Everything in the listing except the pictures should be written out exactly.
--------------------
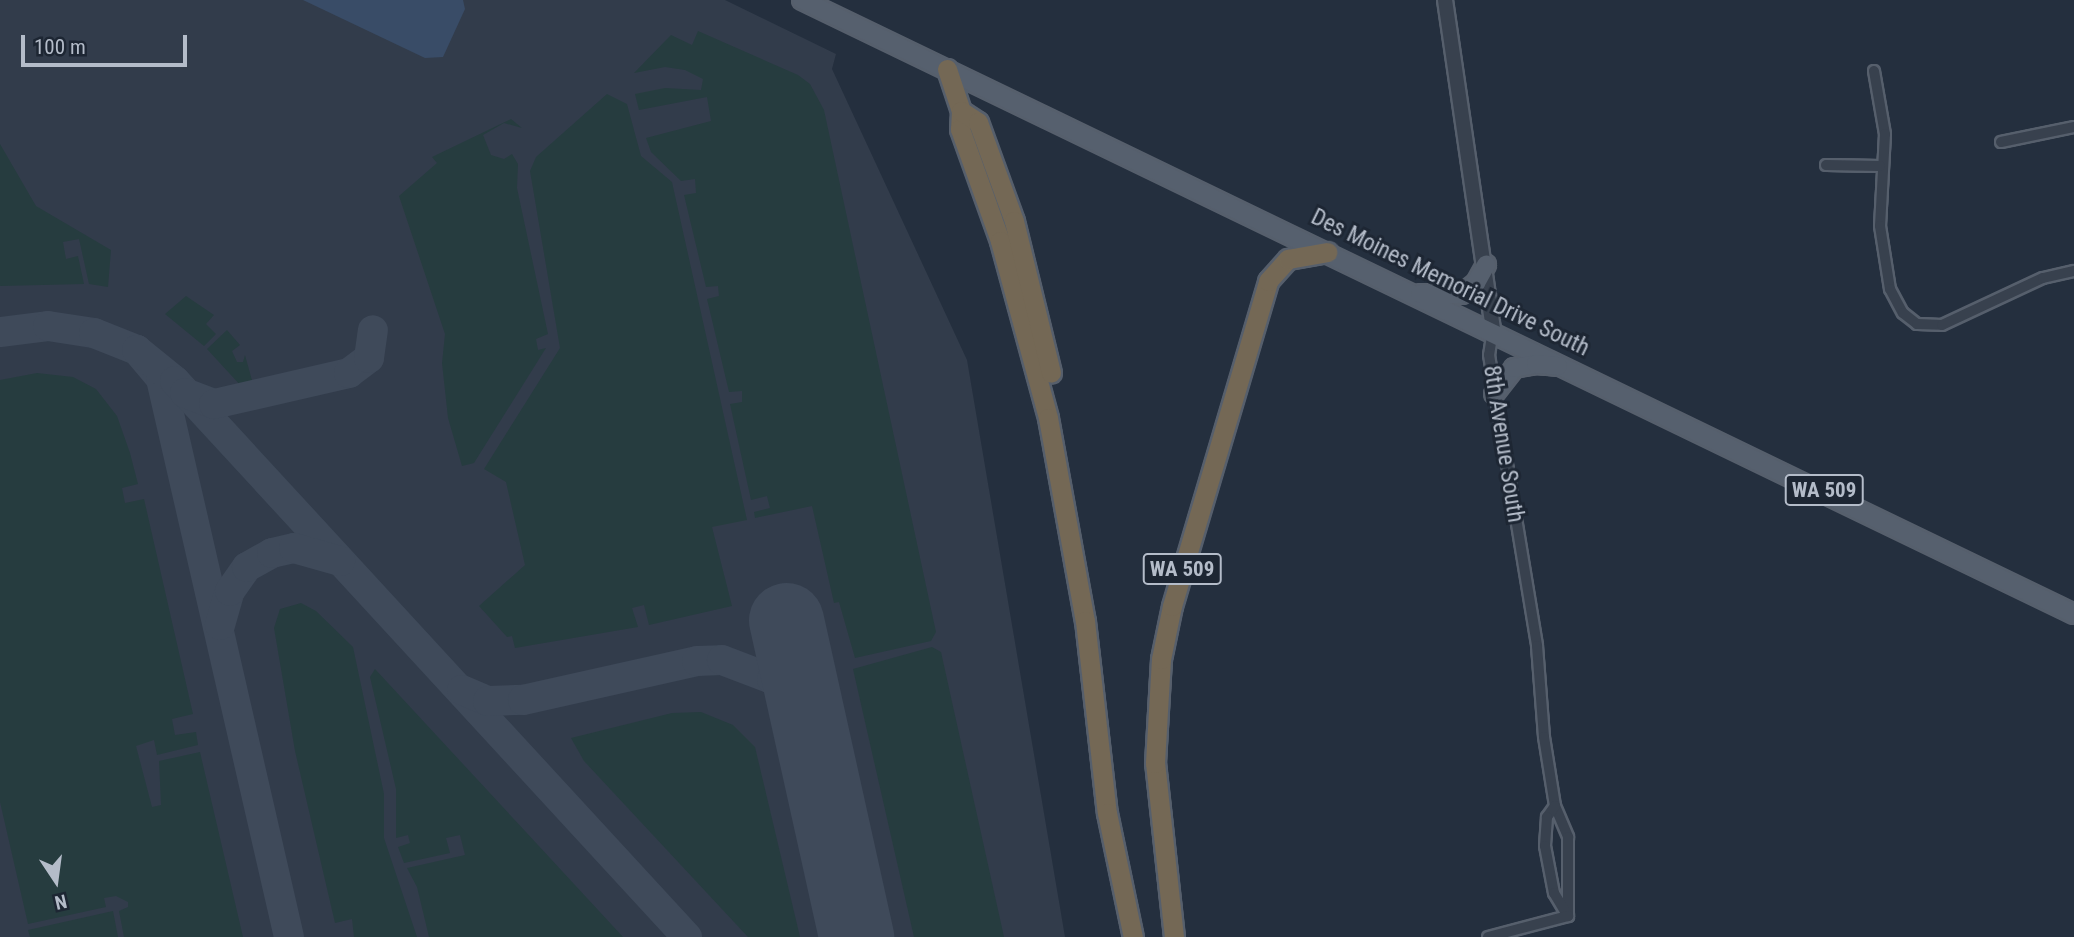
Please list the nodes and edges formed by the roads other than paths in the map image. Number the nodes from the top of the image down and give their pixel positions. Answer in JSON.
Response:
{"nodes":[{"id":1,"x":802,"y":0,"type":"edge"},
{"id":2,"x":1445,"y":0,"type":"edge"},
{"id":3,"x":947,"y":69,"type":"junction"},
{"id":4,"x":1874,"y":71,"type":"dead end"},
{"id":5,"x":961,"y":111,"type":"junction"},
{"id":6,"x":2074,"y":127,"type":"edge"},
{"id":7,"x":2001,"y":142,"type":"dead end"},
{"id":8,"x":1826,"y":165,"type":"dead end"},
{"id":9,"x":1880,"y":166,"type":"junction"},
{"id":10,"x":1327,"y":252,"type":"junction"},
{"id":11,"x":1486,"y":265,"type":"junction"},
{"id":12,"x":2074,"y":271,"type":"edge"},
{"id":13,"x":1412,"y":293,"type":"junction"},
{"id":14,"x":1493,"y":330,"type":"junction"},
{"id":15,"x":1572,"y":368,"type":"junction"},
{"id":16,"x":1494,"y":394,"type":"junction"},
{"id":17,"x":2074,"y":614,"type":"edge"},
{"id":18,"x":1555,"y":806,"type":"junction"},
{"id":19,"x":1568,"y":916,"type":"junction"},
{"id":20,"x":1133,"y":937,"type":"edge"},
{"id":21,"x":1145,"y":937,"type":"edge"},
{"id":22,"x":1174,"y":937,"type":"edge"},
{"id":23,"x":1488,"y":937,"type":"edge"}],
"edges":[{"from":1,"to":3,"type":"main road","name":"Des Moines Memorial Drive South"},
{"from":2,"to":11,"type":"street","name":"8th Avenue South"},
{"from":3,"to":5,"type":"highway"},
{"from":3,"to":10,"type":"main road","name":"Des Moines Memorial Drive South","number":"WA 509"},
{"from":4,"to":9,"type":"street"},
{"from":5,"to":20,"type":"highway"},
{"from":5,"to":21,"type":"highway"},
{"from":6,"to":7,"type":"street"},
{"from":8,"to":9,"type":"street"},
{"from":9,"to":12,"type":"street"},
{"from":10,"to":13,"type":"main road","name":"Des Moines Memorial Drive South","number":"WA 509"},
{"from":10,"to":22,"type":"highway","number":"WA 509"},
{"from":11,"to":13,"type":"main road"},
{"from":11,"to":14,"type":"street","name":"8th Avenue South"},
{"from":13,"to":14,"type":"main road","name":"Des Moines Memorial Drive South","number":"WA 509"},
{"from":14,"to":15,"type":"main road","name":"Des Moines Memorial Drive South","number":"WA 509"},
{"from":14,"to":16,"type":"street","name":"8th Avenue South"},
{"from":15,"to":16,"type":"main road"},
{"from":15,"to":17,"type":"main road","name":"Des Moines Memorial Drive South","number":"WA 509"},
{"from":16,"to":18,"type":"street","name":"8th Avenue South"},
{"from":18,"to":19,"type":"street","name":"8th Avenue South"},
{"from":18,"to":19,"type":"street","name":"8th Avenue South"},
{"from":19,"to":23,"type":"street"}]}
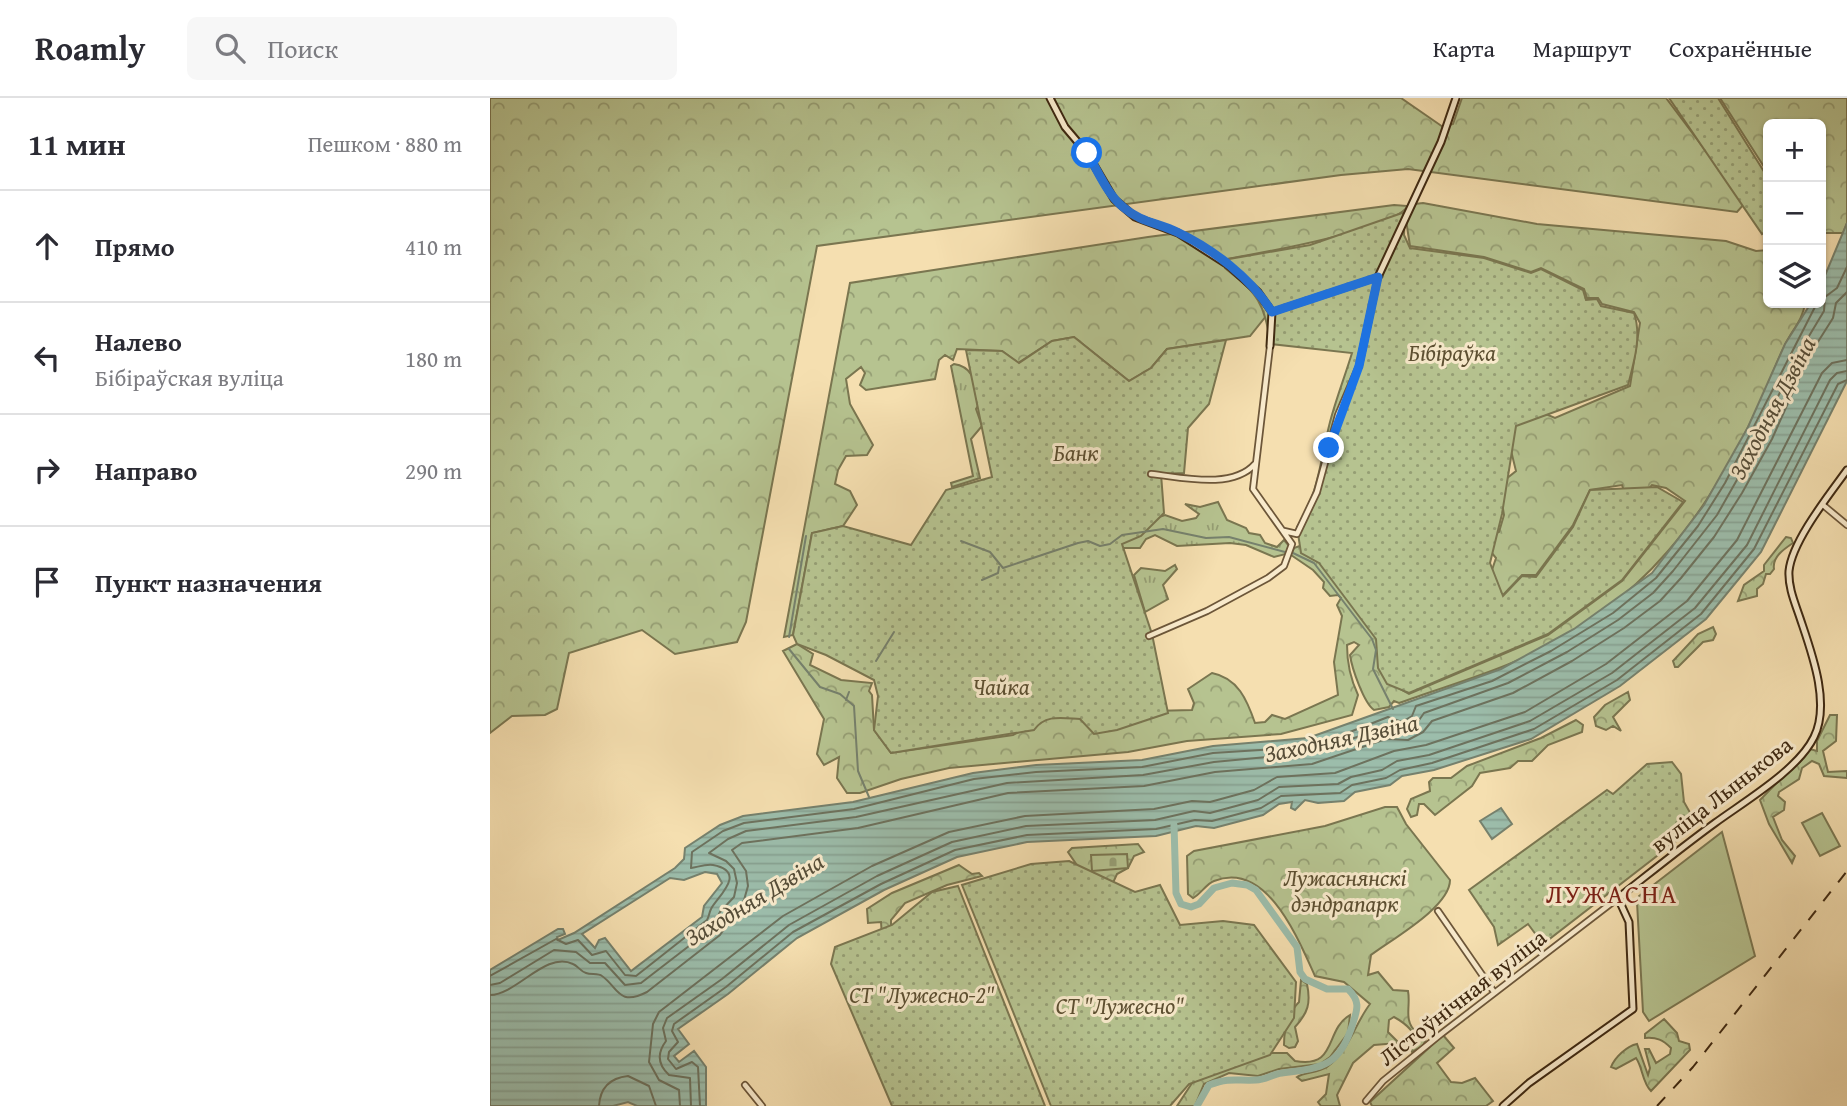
--------------------
• Problem solution:
Please list the nodes and edges formed by the roads other than paths in the map image. Number the nodes from the top of the image down and give their pixel positions. Answer in JSON.
Response:
{"nodes":[{"id":1,"x":802,"y":0,"type":"edge"},
{"id":2,"x":1445,"y":0,"type":"edge"},
{"id":3,"x":947,"y":69,"type":"junction"},
{"id":4,"x":1874,"y":71,"type":"dead end"},
{"id":5,"x":961,"y":111,"type":"junction"},
{"id":6,"x":2074,"y":127,"type":"edge"},
{"id":7,"x":2001,"y":142,"type":"dead end"},
{"id":8,"x":1826,"y":165,"type":"dead end"},
{"id":9,"x":1880,"y":166,"type":"junction"},
{"id":10,"x":1327,"y":252,"type":"junction"},
{"id":11,"x":1486,"y":265,"type":"junction"},
{"id":12,"x":2074,"y":271,"type":"edge"},
{"id":13,"x":1412,"y":293,"type":"junction"},
{"id":14,"x":1493,"y":330,"type":"junction"},
{"id":15,"x":1572,"y":368,"type":"junction"},
{"id":16,"x":1494,"y":394,"type":"junction"},
{"id":17,"x":2074,"y":614,"type":"edge"},
{"id":18,"x":1555,"y":806,"type":"junction"},
{"id":19,"x":1568,"y":916,"type":"junction"},
{"id":20,"x":1133,"y":937,"type":"edge"},
{"id":21,"x":1145,"y":937,"type":"edge"},
{"id":22,"x":1174,"y":937,"type":"edge"},
{"id":23,"x":1488,"y":937,"type":"edge"}],
"edges":[{"from":1,"to":3,"type":"main road","name":"Des Moines Memorial Drive South"},
{"from":2,"to":11,"type":"street","name":"8th Avenue South"},
{"from":3,"to":5,"type":"highway"},
{"from":3,"to":10,"type":"main road","name":"Des Moines Memorial Drive South","number":"WA 509"},
{"from":4,"to":9,"type":"street"},
{"from":5,"to":20,"type":"highway"},
{"from":5,"to":21,"type":"highway"},
{"from":6,"to":7,"type":"street"},
{"from":8,"to":9,"type":"street"},
{"from":9,"to":12,"type":"street"},
{"from":10,"to":13,"type":"main road","name":"Des Moines Memorial Drive South","number":"WA 509"},
{"from":10,"to":22,"type":"highway","number":"WA 509"},
{"from":11,"to":13,"type":"main road"},
{"from":11,"to":14,"type":"street","name":"8th Avenue South"},
{"from":13,"to":14,"type":"main road","name":"Des Moines Memorial Drive South","number":"WA 509"},
{"from":14,"to":15,"type":"main road","name":"Des Moines Memorial Drive South","number":"WA 509"},
{"from":14,"to":16,"type":"street","name":"8th Avenue South"},
{"from":15,"to":16,"type":"main road"},
{"from":15,"to":17,"type":"main road","name":"Des Moines Memorial Drive South","number":"WA 509"},
{"from":16,"to":18,"type":"street","name":"8th Avenue South"},
{"from":18,"to":19,"type":"street","name":"8th Avenue South"},
{"from":18,"to":19,"type":"street","name":"8th Avenue South"},
{"from":19,"to":23,"type":"street"}]}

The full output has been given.